Running AutoDock HPC application on Azure Machine Learning platform
Published Jan 03 2024 12:07 AM 1,920 Views

Azure Machine Learning is a service that enables you to create, train, deploy, and manage machine learning models and experiments. You can also use it to run HPC applications, such as simulations, rendering, or data analysis.

Autodock is a powerful tool for molecular simulation, essential for researchers who work with large-scale computational tasks in HPC environments. It is especially useful for drug design and biomolecular interaction studies.

Figure 1. The image illustrates the results of flexible docking (green) superimposed on the crystal structures of (a) indinavir, (b) atorvastatin, (c) imatinib, and (d) oseltamivir bound to their respective targets. (source: AutoDock Vina (scripps.edu))Figure 1. The image illustrates the results of flexible docking (green) superimposed on the crystal structures of (a) indinavir, (b) atorvastatin, (c) imatinib, and (d) oseltamivir bound to their respective targets. (source: AutoDock Vina (scripps.edu))

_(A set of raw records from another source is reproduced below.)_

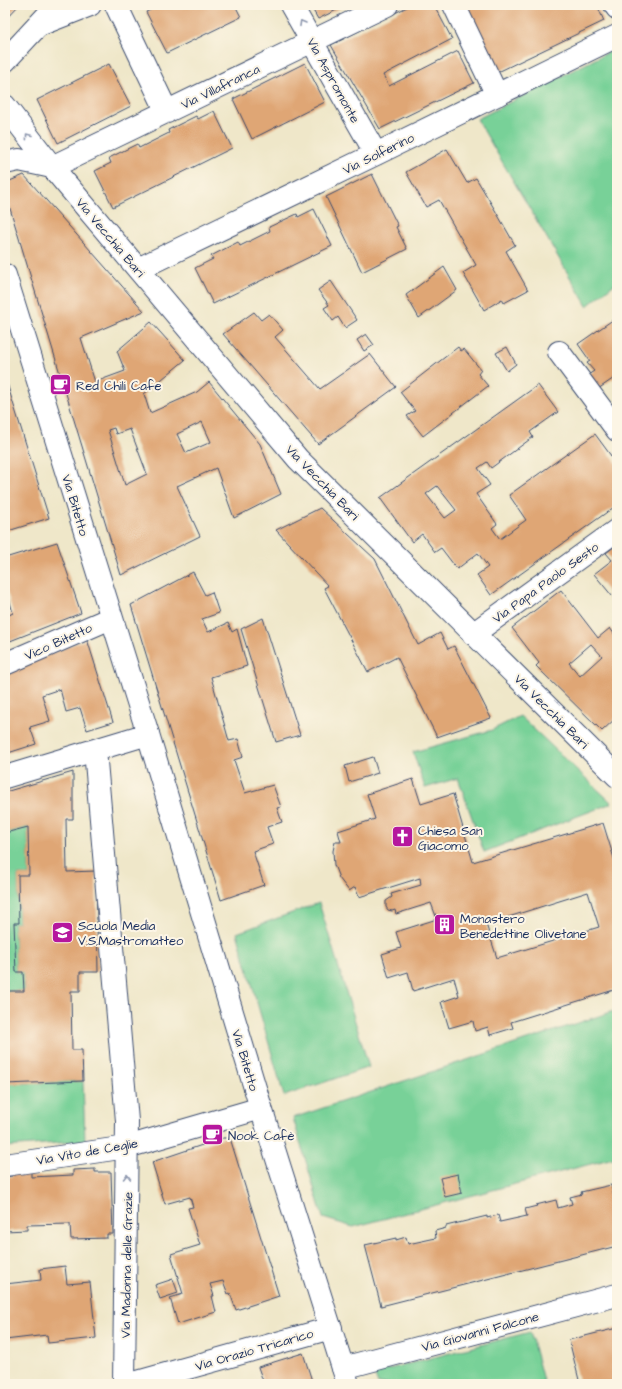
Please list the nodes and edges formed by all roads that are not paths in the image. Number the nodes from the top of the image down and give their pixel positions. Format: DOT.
graph roads {
  1 [pos="57,5"];
  2 [pos="90,5"];
  3 [pos="116,5"];
  4 [pos="292,5"];
  5 [pos="387,5"];
  6 [pos="454,5"];
  7 [pos="616,5"];
  8 [pos="617,8"];
  9 [pos="39,25"];
  10 [pos="617,36"];
  11 [pos="313,42"];
  12 [pos="5,61"];
  13 [pos="497,94"];
  14 [pos="5,106"];
  15 [pos="167,112"];
  16 [pos="376,154"];
  17 [pos="5,163"];
  18 [pos="52,167"];
  19 [pos="138,269"];
  20 [pos="5,275"];
  21 [pos="559,352"];
  22 [pos="617,430"];
  23 [pos="617,530"];
  24 [pos="111,618"];
  25 [pos="473,634"];
  26 [pos="5,664"];
  27 [pos="148,734"];
  28 [pos="95,750"];
  29 [pos="617,776"];
  30 [pos="5,777"];
  31 [pos="261,1108"];
  32 [pos="127,1147"];
  33 [pos="5,1165"];
  34 [pos="617,1295"];
  35 [pos="331,1328"];
  36 [pos="346,1376"];
  37 [pos="124,1384"];
  38 [pos="130,1384"];
  1 -- 9 [label="street"];
  2 -- 9 [label="street"];
  3 -- 15 [label="street"];
  11 -- 4 [label="street, Via Aspromonte, one-way"];
  5 -- 11 [label="street, Via Villafranca"];
  6 -- 13 [label="street"];
  7 -- 8 [label="street"];
  9 -- 12 [label="street"];
  10 -- 13 [label="street, Via Solferino"];
  11 -- 15 [label="street, Via Villafranca"];
  11 -- 16 [label="street, Via Aspromonte"];
  13 -- 16 [label="street, Via Solferino"];
  18 -- 14 [label="street, Via Vecchia Bari, one-way"];
  15 -- 18 [label="street, Via Villafranca"];
  16 -- 19 [label="street, Via Solferino"];
  17 -- 18 [label="street"];
  18 -- 19 [label="street, Via Vecchia Bari"];
  19 -- 25 [label="street, Via Vecchia Bari"];
  20 -- 24 [label="street, Via Bitetto"];
  21 -- 22 [label="street"];
  23 -- 25 [label="street, Via Papa Paolo Sesto"];
  24 -- 26 [label="street, Vico Bitetto"];
  24 -- 27 [label="street, Via Bitetto"];
  25 -- 29 [label="street, Via Vecchia Bari"];
  27 -- 28 [label="street"];
  27 -- 31 [label="street, Via Bitetto"];
  28 -- 30 [label="street"];
  28 -- 32 [label="street, Via Madonna delle Grazie"];
  31 -- 32 [label="street, Via Vito de Ceglie"];
  31 -- 35 [label="street, Via Bitetto"];
  32 -- 33 [label="street, Via Vito de Ceglie"];
  37 -- 32 [label="street, Via Madonna delle Grazie, one-way"];
  34 -- 36 [label="street, Via Giovanni Falcone"];
  35 -- 36 [label="street, Via Bitetto"];
  35 -- 38 [label="street, Via Orazio Tricarico"];
}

This article will guide you through the process of running Autodock Vina docking simulation scripts on the Azure Machine Learning platform. You will also learn how to provision Azure NetApp Files (ANF) volumes for the Machine Learning notebooks, which can provide persistent storage for most HPC applications.

 

The steps are:

  • Prepare your Azure Machine Learning environment
  • Create ANF volume
  • Install Autodock Vina on the ANF volume
  • Create a compute cluster to run your job
  • Create your Autodock Vina docking script
  • Create your command job to run the docking script on the compute cluster

At the end, we will conclude this tutorial and highlight the benefits of using AML environment for HPC applications. We will also explore some customization options based on various needs and factors.

 

Let’s begin!

  • Prepare your Azure Machine Learning environment
  1. Follow Quickstart: Get started with Azure Machine Learning to create an Azure Machine Learning workplace, sign in to studio and create a new notebook.
  2. Set your kernel and create handle to workplace. You'll create ml_client for a handle to the workspace. Enter your Subscription ID, Resource Group name and Workspace name and run in your notebook.

 

from azure.ai.ml import MLClient
from azure.identity import DefaultAzureCredential

# authenticate
credential = DefaultAzureCredential()

# Get a handle to the workspace
ml_client = MLClient(
    credential=credential,
    subscription_id="<SUBSCRIPTION_ID>",
    resource_group_name="<RESOURCE_GROUP>",
    workspace_name="<AML_WORKSPACE_NAME>",
)

 

  • Create ANF volume
  1. Follow Create an NFS volume for Azure NetApp Files with Service Level “Standard” and NFSv3 protocol to create a 4TiB size volume.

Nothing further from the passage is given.